Task details:
Only the number is wanted: tally the lines below that contain the word "align".

Exercise data:
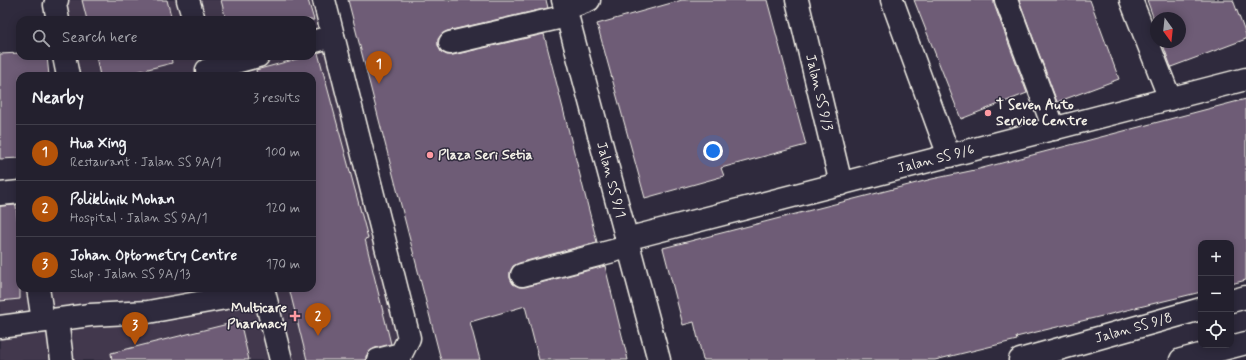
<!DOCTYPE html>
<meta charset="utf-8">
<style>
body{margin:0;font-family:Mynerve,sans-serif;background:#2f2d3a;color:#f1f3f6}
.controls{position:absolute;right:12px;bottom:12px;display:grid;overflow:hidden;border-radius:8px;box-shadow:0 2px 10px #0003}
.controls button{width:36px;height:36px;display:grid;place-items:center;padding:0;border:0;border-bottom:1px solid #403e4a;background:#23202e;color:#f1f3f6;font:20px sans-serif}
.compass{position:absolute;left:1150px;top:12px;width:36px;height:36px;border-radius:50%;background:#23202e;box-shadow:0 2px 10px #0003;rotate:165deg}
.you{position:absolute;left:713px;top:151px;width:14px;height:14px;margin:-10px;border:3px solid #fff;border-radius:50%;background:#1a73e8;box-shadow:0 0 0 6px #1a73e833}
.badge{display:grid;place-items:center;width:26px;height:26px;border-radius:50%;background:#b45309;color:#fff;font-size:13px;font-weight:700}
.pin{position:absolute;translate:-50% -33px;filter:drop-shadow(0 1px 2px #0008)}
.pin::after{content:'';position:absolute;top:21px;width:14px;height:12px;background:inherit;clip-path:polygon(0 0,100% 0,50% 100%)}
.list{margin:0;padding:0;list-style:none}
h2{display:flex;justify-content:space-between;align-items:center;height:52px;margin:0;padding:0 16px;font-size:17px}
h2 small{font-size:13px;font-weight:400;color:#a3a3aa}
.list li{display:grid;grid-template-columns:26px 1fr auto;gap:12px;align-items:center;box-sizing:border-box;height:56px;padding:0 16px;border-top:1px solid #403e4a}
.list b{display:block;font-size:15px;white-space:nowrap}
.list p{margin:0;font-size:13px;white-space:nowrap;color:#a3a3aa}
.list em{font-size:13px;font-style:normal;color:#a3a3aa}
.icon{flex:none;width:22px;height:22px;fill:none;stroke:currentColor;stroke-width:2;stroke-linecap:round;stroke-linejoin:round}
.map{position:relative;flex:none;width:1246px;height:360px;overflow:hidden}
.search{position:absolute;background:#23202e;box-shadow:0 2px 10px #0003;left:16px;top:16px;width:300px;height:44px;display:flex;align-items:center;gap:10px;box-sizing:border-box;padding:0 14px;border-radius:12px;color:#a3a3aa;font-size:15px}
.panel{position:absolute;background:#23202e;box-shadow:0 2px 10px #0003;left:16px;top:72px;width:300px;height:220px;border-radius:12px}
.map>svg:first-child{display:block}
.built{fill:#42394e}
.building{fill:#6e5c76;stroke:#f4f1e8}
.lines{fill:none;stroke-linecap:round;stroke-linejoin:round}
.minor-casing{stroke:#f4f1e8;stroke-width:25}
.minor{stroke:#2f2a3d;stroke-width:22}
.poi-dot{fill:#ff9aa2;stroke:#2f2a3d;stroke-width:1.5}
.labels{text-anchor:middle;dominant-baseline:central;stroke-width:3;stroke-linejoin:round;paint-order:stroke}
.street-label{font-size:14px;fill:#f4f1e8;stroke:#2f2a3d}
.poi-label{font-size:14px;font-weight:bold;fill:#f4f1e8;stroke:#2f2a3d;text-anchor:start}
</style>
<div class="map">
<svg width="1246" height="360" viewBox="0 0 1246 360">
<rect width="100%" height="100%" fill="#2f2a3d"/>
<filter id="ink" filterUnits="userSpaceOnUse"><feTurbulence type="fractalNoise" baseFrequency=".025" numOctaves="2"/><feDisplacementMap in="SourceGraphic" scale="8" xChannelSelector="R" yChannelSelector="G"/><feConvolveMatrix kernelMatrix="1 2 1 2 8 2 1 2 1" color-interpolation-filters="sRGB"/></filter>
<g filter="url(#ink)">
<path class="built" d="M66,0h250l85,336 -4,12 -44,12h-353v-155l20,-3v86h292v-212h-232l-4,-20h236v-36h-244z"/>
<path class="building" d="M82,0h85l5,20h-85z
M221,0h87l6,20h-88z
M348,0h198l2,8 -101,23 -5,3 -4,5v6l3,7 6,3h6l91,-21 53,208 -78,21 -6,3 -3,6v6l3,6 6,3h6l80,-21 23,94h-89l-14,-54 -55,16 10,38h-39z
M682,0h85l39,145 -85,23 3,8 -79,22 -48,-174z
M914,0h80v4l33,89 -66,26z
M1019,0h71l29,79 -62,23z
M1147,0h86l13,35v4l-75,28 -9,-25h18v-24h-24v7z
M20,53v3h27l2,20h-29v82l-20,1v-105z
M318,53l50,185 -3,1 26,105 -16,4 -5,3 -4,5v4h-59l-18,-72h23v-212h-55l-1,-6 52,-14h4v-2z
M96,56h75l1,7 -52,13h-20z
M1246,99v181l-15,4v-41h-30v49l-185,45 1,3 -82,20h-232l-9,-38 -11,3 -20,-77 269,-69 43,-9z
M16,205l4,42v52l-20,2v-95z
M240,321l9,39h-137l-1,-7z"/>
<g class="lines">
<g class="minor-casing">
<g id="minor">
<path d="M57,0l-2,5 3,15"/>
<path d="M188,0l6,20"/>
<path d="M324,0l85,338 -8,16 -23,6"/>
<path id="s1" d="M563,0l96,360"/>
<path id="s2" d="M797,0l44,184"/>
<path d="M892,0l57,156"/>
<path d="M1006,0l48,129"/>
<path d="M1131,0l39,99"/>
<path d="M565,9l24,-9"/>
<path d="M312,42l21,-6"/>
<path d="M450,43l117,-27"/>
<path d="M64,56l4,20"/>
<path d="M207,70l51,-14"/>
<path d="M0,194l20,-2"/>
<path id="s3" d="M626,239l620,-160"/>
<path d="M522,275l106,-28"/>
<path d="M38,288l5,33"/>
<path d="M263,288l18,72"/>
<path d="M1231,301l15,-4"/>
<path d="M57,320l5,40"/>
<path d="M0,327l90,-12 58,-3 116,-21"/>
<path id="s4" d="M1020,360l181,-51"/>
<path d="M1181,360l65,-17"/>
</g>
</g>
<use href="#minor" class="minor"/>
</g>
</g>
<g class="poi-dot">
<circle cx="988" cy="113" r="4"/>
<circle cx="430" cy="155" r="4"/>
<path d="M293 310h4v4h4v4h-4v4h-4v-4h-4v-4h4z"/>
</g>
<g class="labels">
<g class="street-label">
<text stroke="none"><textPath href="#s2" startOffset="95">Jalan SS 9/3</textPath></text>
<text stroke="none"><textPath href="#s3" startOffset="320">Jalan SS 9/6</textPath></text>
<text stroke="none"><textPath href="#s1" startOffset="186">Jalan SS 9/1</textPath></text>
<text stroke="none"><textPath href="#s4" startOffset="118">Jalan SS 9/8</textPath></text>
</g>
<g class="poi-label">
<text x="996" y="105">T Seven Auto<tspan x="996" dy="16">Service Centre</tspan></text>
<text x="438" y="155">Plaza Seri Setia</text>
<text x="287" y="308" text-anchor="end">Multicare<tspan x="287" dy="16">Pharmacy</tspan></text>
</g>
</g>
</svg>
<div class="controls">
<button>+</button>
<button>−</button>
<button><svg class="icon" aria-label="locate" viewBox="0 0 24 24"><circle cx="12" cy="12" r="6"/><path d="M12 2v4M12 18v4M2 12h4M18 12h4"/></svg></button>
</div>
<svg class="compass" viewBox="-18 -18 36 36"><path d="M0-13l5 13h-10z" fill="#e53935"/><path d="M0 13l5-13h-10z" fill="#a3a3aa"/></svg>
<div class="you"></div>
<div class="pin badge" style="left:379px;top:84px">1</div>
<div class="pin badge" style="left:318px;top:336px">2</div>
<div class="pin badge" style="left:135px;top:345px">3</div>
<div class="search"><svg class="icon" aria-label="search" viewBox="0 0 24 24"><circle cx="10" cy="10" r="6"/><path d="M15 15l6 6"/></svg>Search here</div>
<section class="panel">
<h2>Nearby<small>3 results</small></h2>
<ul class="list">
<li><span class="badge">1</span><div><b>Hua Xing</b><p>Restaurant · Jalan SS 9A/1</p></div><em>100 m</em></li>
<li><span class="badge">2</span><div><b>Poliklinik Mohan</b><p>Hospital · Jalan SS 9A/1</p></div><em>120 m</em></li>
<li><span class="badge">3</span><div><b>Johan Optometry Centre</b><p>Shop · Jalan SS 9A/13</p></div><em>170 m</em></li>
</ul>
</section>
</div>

Completed exercise:
3